Tesla Motors Poised to Stall After a Long Dead-End Street

By    |   Friday, 06 April 2018 07:17 AM

At the height of the stock market selloff back in 2008, the government started throwing everything (including the kitchen sink) to keep markets afloat.

Sure, we remember TARP and the bailouts, but there were other measures as well. For instance, the SEC placed a ban on short-selling financial companies on September 19, 2008.

Remember, short-selling is when you borrow shares of a stock, sell it at market, and try to profit should the price go down.

It’s a strategy that can be costly if you’re wrong (you’re better buying long-dated put options on a stock you think will fall).

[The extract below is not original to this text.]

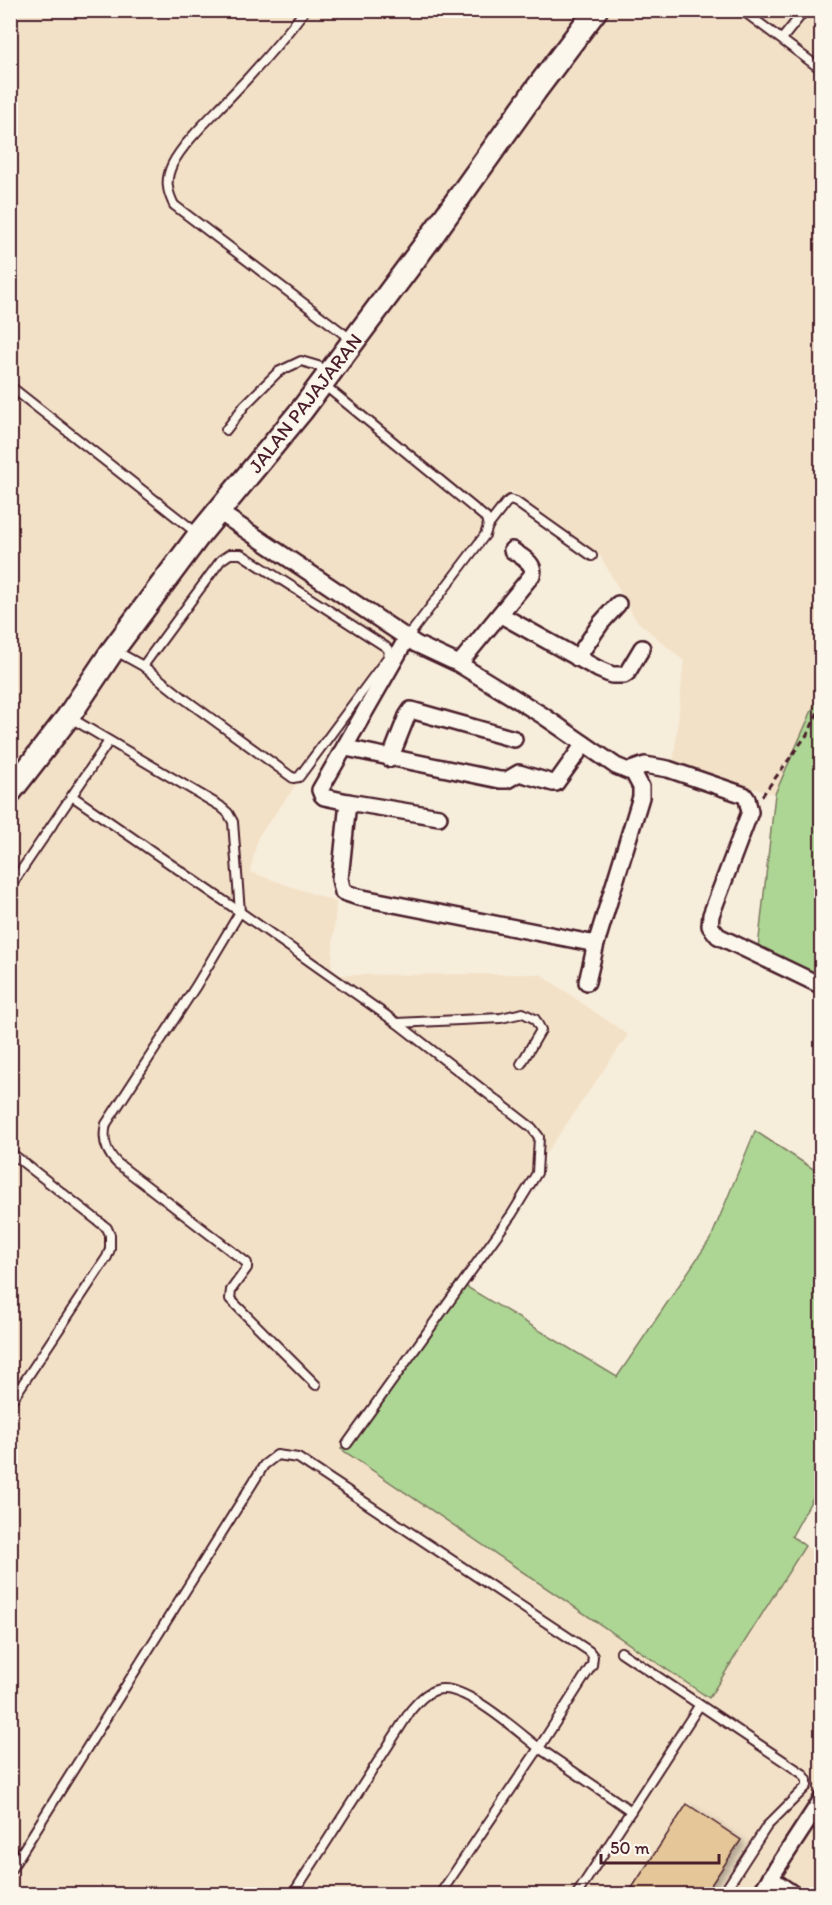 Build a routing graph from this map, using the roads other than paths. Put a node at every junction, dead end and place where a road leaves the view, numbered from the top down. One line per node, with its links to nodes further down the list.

If shares rise, you’re in the red. If a company pays a dividend, you’re on the hook to pay it as borrower. And there’s a cost to borrowing shares as well. But when the stars align, it can make huge profits quickly.

One of the reasons for the government’s decision was the fact that many financial CEOs were complaining that their shares were being sold short. Considering most of the big-name banks lost 70-80 percent of their peak value during that time, it’s no surprise they’d want to pass the buck on speculators. But all the speculators were doing with their short bet was sending a signal that the shares hadn’t sold off enough yet.

Sure enough, the worst month for financials came after the short-sale ban expired on October 8th, 2008. And the overall market wouldn’t hit a low until March 2009.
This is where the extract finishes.